MNP representation in vcf output
migbro opened this issue · 3 comments
I am working on creating consensus calls in which we use lancet as one of our callers. While working on the issue of MNPs, I noticed that, from lancet, MNP calls include the leading reference base on all calla, meaning a phased call of CA -> GC
would be output as TCA -> TGC
. This causes some issues in consensus calling, since Mutect2 and VarDict would not include that leading reference base. It also threw off our benchmarking number before this, as similarly , in the truth set, without an adjustment, it would cause MNPs to be seen as misses, when they were indeed hits. Lastly, it also cases a problem using annotation, for instance, an unadjusted call like
11 | 124440144 | GGG | GAA | MODERATE | OR8A1 |
---|
Would have no SIFT prediction, while after adjustment:
11 | 124440145 | GG | AA | MODERATE | OR8A1 |
---|
Would have a SIFT annotation of deleterious(0)
I can easily make this adjustment myself, but I am curious as to why lancet represents MNPs this way. I am a fan of the caller by the way, and hope this question helps make it better!
Thank you for your feedback. Glad to hear that you are a fan of the tool !
There is no specific reason why we adopted this format except for the fact that we were treating these multi-base mutations similarly to indels, for which the VCF format indeed requires to add the preceding base.
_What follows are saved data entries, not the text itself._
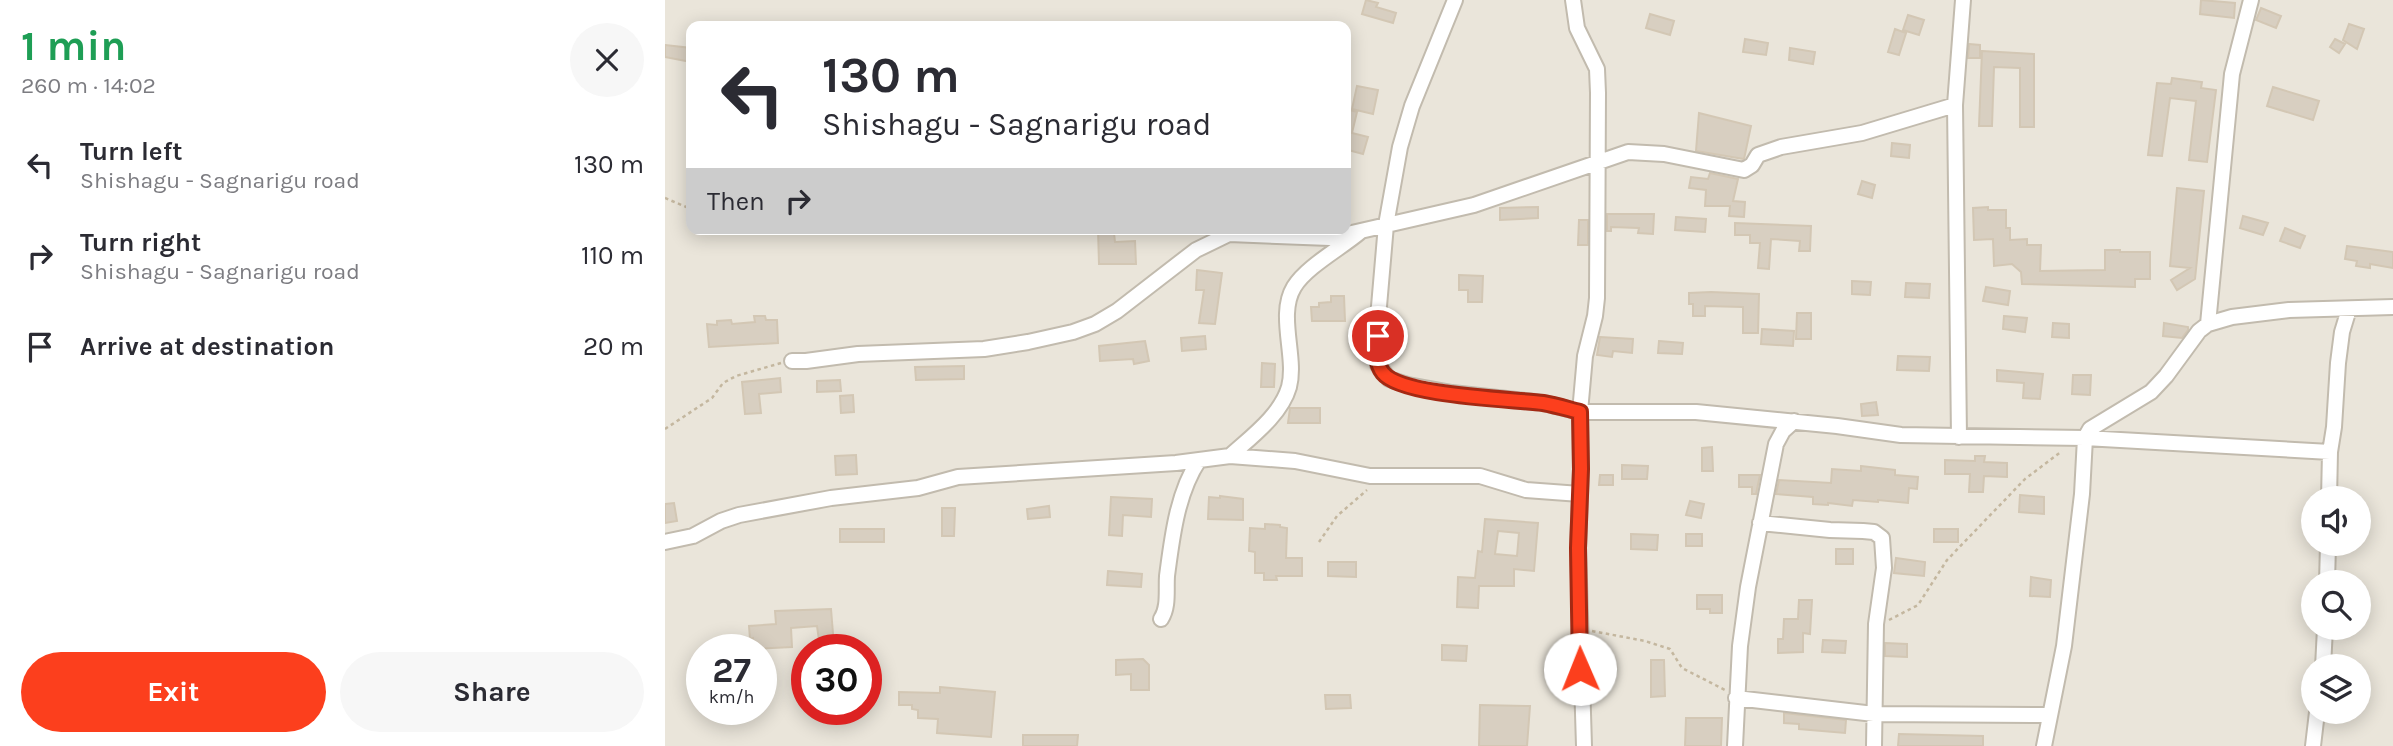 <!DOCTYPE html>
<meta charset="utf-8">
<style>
:root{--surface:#fff;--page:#f7f7f7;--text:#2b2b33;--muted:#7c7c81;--accent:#fc3f1d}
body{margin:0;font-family:Karla,sans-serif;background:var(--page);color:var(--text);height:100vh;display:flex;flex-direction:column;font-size:26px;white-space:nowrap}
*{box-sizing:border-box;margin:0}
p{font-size:23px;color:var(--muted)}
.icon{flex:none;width:38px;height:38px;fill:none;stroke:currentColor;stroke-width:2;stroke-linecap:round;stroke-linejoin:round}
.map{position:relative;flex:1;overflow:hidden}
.details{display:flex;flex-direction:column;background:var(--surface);width:665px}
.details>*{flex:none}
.hud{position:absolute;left:21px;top:21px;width:665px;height:214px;border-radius:14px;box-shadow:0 4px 18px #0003;background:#fff;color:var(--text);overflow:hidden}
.buttons{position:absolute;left:1636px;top:486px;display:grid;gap:14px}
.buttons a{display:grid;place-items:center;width:70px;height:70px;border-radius:50%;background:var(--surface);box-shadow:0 4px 18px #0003;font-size:35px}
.speed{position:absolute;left:21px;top:634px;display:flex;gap:14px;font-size:35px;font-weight:700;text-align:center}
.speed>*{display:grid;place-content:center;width:91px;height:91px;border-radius:50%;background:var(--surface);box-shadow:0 4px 18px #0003;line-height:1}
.speed small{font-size:18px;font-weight:400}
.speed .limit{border:10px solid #d22;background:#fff;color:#111}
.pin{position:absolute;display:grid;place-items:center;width:60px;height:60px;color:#fff;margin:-30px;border:4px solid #fff;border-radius:50%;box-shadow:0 2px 7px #0007}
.me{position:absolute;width:77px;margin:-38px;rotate:359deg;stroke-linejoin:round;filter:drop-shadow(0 0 5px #0008)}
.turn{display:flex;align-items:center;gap:24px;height:147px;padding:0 21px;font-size:32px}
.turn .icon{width:91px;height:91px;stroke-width:2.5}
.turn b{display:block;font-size:49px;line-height:60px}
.then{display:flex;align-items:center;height:66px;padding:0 21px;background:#0003;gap:14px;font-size:26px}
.round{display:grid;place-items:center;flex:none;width:74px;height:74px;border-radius:37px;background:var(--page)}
.summary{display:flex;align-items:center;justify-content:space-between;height:119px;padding:0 21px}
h1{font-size:42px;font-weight:700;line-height:52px;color:#1e9e55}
.primary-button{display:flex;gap:14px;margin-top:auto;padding:14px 21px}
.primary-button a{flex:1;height:80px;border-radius:42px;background:var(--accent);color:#fff;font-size:28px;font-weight:700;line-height:80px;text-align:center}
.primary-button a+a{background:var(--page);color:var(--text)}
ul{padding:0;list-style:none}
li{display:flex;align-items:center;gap:21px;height:91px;padding:0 21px}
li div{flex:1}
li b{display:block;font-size:26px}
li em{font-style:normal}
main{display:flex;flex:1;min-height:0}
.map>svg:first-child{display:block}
.residential{fill:#eae5da;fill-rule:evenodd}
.building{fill:#d8cfc1;stroke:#d3c7b4;stroke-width:2;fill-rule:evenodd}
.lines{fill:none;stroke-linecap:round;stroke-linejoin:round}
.street-casing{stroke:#c2bbae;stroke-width:18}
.path{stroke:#c4b79f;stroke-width:2.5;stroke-dasharray:3.5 3.5;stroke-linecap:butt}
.street{stroke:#fff;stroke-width:14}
.route-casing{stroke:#a42913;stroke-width:18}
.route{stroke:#fc3f1d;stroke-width:12}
</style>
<main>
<section class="details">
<div class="summary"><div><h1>1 min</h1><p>260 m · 14:02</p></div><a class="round"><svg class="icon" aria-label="close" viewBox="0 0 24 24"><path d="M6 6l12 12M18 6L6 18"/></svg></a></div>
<ul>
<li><svg class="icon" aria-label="left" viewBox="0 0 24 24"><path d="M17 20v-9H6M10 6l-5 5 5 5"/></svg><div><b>Turn left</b><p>Shishagu - Sagnarigu road</p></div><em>130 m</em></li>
<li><svg class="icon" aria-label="right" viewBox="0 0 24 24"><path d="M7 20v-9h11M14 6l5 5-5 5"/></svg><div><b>Turn right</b><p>Shishagu - Sagnarigu road</p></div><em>110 m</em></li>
<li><svg class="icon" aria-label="arrive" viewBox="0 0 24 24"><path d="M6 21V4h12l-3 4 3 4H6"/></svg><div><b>Arrive at destination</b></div><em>20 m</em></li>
</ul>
<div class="primary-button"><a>Exit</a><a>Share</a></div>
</section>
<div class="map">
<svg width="1728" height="746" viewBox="0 0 1728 746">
<rect width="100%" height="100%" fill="#f6f3ec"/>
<!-- residential -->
<path class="residential" d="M 0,0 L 1728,0 L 1728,746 L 0,746 ZM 26,26 L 681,26 L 681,229 L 26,229 ZM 1648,499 L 1694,499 L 1694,544 L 1648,544 ZM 1648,583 L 1694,583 L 1694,628 L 1648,628 ZM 37,649 L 96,649 L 96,709 L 37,709 ZM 142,649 L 201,649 L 201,709 L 142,709 ZM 1648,667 L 1694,667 L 1694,712 L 1648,712 Z"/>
<!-- building -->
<path class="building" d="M 701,0 L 713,3 L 711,7 L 731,13 L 728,23 L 697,14 Z
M 1536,0 L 1570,3 L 1569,18 L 1535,14 Z
M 1596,8 L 1616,16 L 1611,28 L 1591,20 Z
M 985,14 L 1009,21 L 1005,35 L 981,28 Z
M 1243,15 L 1259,20 L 1254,35 L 1238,30 Z
M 1684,24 L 1699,29 L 1692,49 L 1678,40 Z
M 1230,29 L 1241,33 L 1234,55 L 1223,52 Z
M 1080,39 L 1103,43 L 1101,55 L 1078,52 Z
M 1670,39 L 1680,44 L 1674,53 L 1665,47 Z
M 1304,44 L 1315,45 L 1315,58 L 1303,58 Z
M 0,45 L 26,48 L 26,62 L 0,57 Z
M 1125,48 L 1150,52 L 1148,64 L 1124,60 Z
M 1317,51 L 1369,54 L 1369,127 L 1355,127 L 1355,68 L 1329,67 L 1327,126 L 1314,126 Z
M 1507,78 L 1537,82 L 1536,88 L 1551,90 L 1542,162 L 1524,160 L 1531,101 L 1505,98 L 1497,156 L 1483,155 L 1492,83 L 1506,84 Z
M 692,86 L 713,90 L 708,114 L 687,109 Z
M 1608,87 L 1654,101 L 1648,120 L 1602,106 Z
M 681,109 L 692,112 L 687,133 L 703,137 L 698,154 L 683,150 Z
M 1034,113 L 1086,126 L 1079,159 L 1031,151 Z
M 1227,143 L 1245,145 L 1244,158 L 1226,156 Z
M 1045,173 L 1073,179 L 1068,201 L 1080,202 L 1079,217 L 1064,216 L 1065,206 L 1040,206 L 1041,190 L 1024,188 L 1026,177 L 1043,179 Z
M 1197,181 L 1210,185 L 1207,198 L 1193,194 Z
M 1512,188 L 1539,191 L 1530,279 L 1512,290 L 1506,280 L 1525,268 L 1505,266 Z
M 873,207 L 873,218 L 835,220 L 835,208 Z
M 1323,207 L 1323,210 L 1341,210 L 1341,228 L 1345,228 L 1345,240 L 1362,239 L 1362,245 L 1376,245 L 1375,271 L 1440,270 L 1440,250 L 1455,250 L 1455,252 L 1485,252 L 1485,279 L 1470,279 L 1470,287 L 1357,284 L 1356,272 L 1347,264 L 1329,266 L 1328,239 L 1309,240 L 1308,208 Z
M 942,214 L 989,214 L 988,234 L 973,233 L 974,228 L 946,227 L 946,231 L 942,231 Z
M 1578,216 L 1603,223 L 1598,235 L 1575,228 Z
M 1011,217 L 1041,219 L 1040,232 L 1010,230 Z
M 914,220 L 923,220 L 923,245 L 913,245 Z
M 1070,223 L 1146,226 L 1145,251 L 1134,251 L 1135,241 L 1106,239 L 1104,269 L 1093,268 L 1095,243 L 1085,243 L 1085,235 L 1070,235 Z
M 1620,228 L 1640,236 L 1635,248 L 1615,241 Z
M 433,229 L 445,229 L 445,233 L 449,233 L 450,242 L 470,241 L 471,264 L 434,264 Z
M 1682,246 L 1728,252 L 1728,268 L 1705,264 L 1705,268 L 1691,266 L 1692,261 L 1680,259 Z
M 532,270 L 557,273 L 550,324 L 534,323 L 539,290 L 531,290 Z
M 794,275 L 818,276 L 817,302 L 803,302 L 803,290 L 794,290 Z
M 1187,281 L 1206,282 L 1205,295 L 1187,294 Z
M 1241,283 L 1265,284 L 1264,298 L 1240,297 Z
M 1321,287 L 1345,291 L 1343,305 L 1318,301 Z
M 1046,292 L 1094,294 L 1093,333 L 1078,333 L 1078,307 L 1040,306 L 1040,316 L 1028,316 L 1028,304 L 1024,304 L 1024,293 Z
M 666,296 L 679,296 L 680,321 L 647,321 L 646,307 L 654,307 L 654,303 L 666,302 Z
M 1132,313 L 1146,313 L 1146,339 L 1131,339 Z
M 89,316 L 100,316 L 101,320 L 112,320 L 113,343 L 44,347 L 42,324 L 52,325 L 52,321 L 66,320 L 67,324 L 90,322 Z
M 1339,316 L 1362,318 L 1360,332 L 1338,329 Z
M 1388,323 L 1404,324 L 1404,338 L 1387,337 Z
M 1499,323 L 1523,327 L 1523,330 L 1517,338 L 1498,336 Z
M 1097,329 L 1129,331 L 1128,346 L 1096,344 Z
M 540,336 L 541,349 L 517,351 L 516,338 Z
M 935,337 L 968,339 L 967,353 L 948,351 L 947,357 L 932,355 Z
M 480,341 L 484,361 L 469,364 L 468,359 L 435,361 L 434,346 Z
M 994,341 L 1018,343 L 1017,354 L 993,353 Z
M 1233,356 L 1265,357 L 1264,371 L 1232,370 Z
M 597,363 L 610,364 L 609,387 L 596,387 Z
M 299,366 L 299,379 L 251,380 L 250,367 Z
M 1332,370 L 1378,374 L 1375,399 L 1358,398 L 1359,383 L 1332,381 Z
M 1408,375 L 1426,375 L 1425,395 L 1407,394 Z
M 115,378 L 116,392 L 94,394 L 96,413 L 80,414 L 77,382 Z
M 175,380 L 176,391 L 152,392 L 152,381 Z
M 188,395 L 189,412 L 176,413 L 175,396 Z
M 1211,402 L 1213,415 L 1197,416 L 1196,404 Z
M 625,408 L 655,408 L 655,423 L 623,423 Z
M 1047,447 L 1048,471 L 1037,471 L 1037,448 Z
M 191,455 L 192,474 L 171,475 L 170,456 Z
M 1310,456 L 1320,456 L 1319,462 L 1342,463 L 1342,477 L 1319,476 L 1318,492 L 1304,492 L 1305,474 L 1280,474 L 1280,460 L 1310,461 Z
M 957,465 L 983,466 L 982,479 L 957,479 Z
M 1196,466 L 1230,470 L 1230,475 L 1253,477 L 1252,489 L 1244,488 L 1243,503 L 1213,500 L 1213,502 L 1188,500 L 1187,506 L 1163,503 L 1163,505 L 1148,504 L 1148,497 L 1111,494 L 1114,480 L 1166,483 L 1167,469 L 1196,471 Z
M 935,475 L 948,475 L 948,485 L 934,485 Z
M 1074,475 L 1095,475 L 1091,494 L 1087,494 L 1087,487 L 1074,487 Z
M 1355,495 L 1379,497 L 1379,514 L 1354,512 Z
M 555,496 L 578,499 L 578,520 L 543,519 L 544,497 L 555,498 Z
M 446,497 L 487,499 L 486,517 L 458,515 L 457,536 L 444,535 Z
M 1025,501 L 1039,504 L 1036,518 L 1021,515 Z
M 9,503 L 12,521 L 0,523 L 0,504 Z
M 384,506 L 385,517 L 363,519 L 362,509 Z
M 277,508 L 290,508 L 289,536 L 277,536 Z
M 820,519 L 873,523 L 869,571 L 849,569 L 849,586 L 814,586 L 813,608 L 792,607 L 793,577 L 810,578 L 813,551 L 817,552 ZM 833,531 L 854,533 L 852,556 L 830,554 Z
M 600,524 L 615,525 L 615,527 L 622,528 L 621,558 L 637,558 L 637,576 L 611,576 L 612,580 L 599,580 L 599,573 L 590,573 L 590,552 L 584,551 L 585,528 L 600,529 Z
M 175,529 L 219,529 L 219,542 L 175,542 Z
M 1269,529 L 1293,529 L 1293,542 L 1269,542 Z
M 966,534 L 993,535 L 992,550 L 966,549 Z
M 1021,534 L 1037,534 L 1037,546 L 1021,546 Z
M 1171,549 L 1188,549 L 1188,564 L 1171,564 Z
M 1231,558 L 1260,562 L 1259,576 L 1229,573 Z
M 663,562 L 691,562 L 691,577 L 663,576 Z
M 443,571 L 477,574 L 476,587 L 442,585 Z
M 1366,577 L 1386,580 L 1385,597 L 1365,596 Z
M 1032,595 L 1057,595 L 1057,613 L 1045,613 L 1045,609 L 1032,609 Z
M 1134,600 L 1147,600 L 1145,634 L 1138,633 L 1138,652 L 1113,653 L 1113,639 L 1118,639 L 1119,619 L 1133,619 Z
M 166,609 L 169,646 L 155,647 L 152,626 L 126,628 L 127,647 L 89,649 L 88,638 L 85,639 L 84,626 L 111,624 L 110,611 Z
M 1158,640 L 1181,641 L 1180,653 L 1157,652 Z
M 1220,643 L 1242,644 L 1242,657 L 1220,656 Z
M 777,645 L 802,646 L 801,661 L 777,660 Z
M 478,659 L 484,665 L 484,690 L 466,690 L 466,674 L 451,675 L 451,660 Z
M 986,660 L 999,660 L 1000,696 L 986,697 Z
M 275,687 L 330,692 L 326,737 L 272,733 L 273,719 L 253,718 L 253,710 L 247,709 L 247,705 L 234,705 L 234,692 L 275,693 Z
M 660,695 L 685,695 L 686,708 L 661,709 Z
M 815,705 L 865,706 L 862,746 L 814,746 Z
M 1119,713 L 1181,720 L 1180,733 L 1134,729 L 1134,724 L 1119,723 Z
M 1021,718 L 1057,718 L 1056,746 L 1020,746 Z
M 1234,734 L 1318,736 L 1318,746 L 1233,746 Z
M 358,735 L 413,735 L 412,746 L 358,746 Z"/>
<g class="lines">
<defs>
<path id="street" d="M 790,0 L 747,106 L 735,147 L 721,225 L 713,318 L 713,365 L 724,379 L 743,385 L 787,393 L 879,403 L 915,412 L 916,469 L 913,548 L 919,746
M 908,0 L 912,28 L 932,69 L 933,93 L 932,298 L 930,316 L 920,356 L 915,412 L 1031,412 L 1172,426 L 1236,435 L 1420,438 L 1665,452
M 1543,324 L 1567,74 L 1586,0
M 127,361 L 141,361 L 193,354 L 319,349 L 363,342 L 408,332 L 430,324 L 452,311 L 531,250 L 564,234 L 665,238 L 809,205 L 963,152 L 999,154 L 1079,170 L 1087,165 L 1093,155 L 1116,147 L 1197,133 L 1290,105
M 1294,437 L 1290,105 L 1298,0
M 565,456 C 586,437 616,415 624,387 C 632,357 612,315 629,287 C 641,267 676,248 695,232
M 1664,499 L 1665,452 L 1669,427 L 1673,363 L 1677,332 L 1684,309
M 1095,523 L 1165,530 L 1198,531 L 1209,532 L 1217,538 L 1219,568 L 1211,624 L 1209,746
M 0,542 L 28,536 L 56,521 L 74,515 L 166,498 L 253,488 L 293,477 L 511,463 L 565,456 L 630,461 L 705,476 L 815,476 L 861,490 L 915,494
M 1662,583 L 1663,544
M 496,619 C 504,607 501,590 502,576 C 507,538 512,493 534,460
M 1658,667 L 1660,628
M 1071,698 L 1209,714 L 1385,715
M 1070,746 L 1075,646 L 1083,587 L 1111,444 L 1118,431 L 1129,421
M 1379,746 L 1399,646 L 1417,494 L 1420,438 L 1425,429 L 1486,392 L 1501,376 L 1534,331 L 1543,324 L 1567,317 L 1624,310 L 1728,307
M 1648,746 L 1652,712"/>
</defs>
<!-- street casing -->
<use href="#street" class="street-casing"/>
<!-- path -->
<path class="path" d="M 0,198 L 26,209
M 62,229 L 68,234
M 0,429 L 47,398 L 58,383 L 71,376 L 116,363
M 654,542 L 672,516 L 702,490
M 1224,620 L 1253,605 L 1282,560 L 1360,479 L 1397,451
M 927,631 L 980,641 L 1005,649 L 1017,668 L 1060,690"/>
<!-- street -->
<use href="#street" class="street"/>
</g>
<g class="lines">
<defs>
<path id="route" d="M 713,336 C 712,349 710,363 718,373 C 736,396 846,399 878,403 C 890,405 903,409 915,412 L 916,469 L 913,548 L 915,669"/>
</defs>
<!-- route casing -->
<use href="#route" class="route-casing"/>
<!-- route -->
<use href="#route" class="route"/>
</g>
</svg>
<div class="buttons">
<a><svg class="icon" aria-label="sound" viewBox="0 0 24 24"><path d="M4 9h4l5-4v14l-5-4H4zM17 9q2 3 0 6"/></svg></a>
<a><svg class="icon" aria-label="search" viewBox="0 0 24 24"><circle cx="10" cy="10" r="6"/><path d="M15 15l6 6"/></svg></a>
<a><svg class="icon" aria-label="layers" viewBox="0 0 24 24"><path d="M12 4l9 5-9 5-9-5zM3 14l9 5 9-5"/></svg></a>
</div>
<div class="speed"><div>27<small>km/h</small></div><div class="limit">30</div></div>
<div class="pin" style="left:713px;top:336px;background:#d93025"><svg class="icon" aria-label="arrive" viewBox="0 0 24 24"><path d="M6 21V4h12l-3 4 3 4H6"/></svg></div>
<svg class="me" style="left:915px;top:669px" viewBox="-20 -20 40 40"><circle r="19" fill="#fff"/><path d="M0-13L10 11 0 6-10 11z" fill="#fc3f1d"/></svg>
<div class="hud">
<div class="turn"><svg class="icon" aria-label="left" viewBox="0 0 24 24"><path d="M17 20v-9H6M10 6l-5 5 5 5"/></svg><div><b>130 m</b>Shishagu - Sagnarigu road</div></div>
<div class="then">Then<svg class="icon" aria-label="right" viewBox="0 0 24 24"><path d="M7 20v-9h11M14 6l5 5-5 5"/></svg></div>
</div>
</div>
</main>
I agree with you that it would be more convenient to remove the leading base for those to simplify comparisons to other callers. We will add this feature request to the next release of the software.
I am a little be confused about the annotation problem that you list. Since the two representations give rise to the same final sequence, they should be identical for downstream analysis. Annotation software should be smart enough to utilize the actual sequence rather than just the genomic position. Although, the SIFT prediction software does not seem to do that in your case.
Hi @gnarzisi,
This is true, smarter software should be able to account for that. The situation described above occurred while using Ensembl's Variant Effect Predictor (VEP). It is surprising that this would occur given how long that software has been around. The good news is that, while going through my consensus calling process, the indel normalization step ends up treating those mnps, like indels, and when left-aligned, that leading base is removed. I suppose then we could consider this more of a bug for VEP software, and perhaps as an individual user, a warning not to blindly use the chromosome positions. Your logic makes sense and I suspected as much given that mnps are pretty much same-length insertions, so the same mechanism is probably employed. Maybe just a note in the docs/README would be good enough? Thanks for your response!
Update: I missed that comment that you were planning on implementing my suggestion next release. Sounds good! Feel free to close this issue, or close it when the update is made. Thanks again!
Glad to hear that it was an easy fix for you. Closing the ticket but feel free to re-open if needed.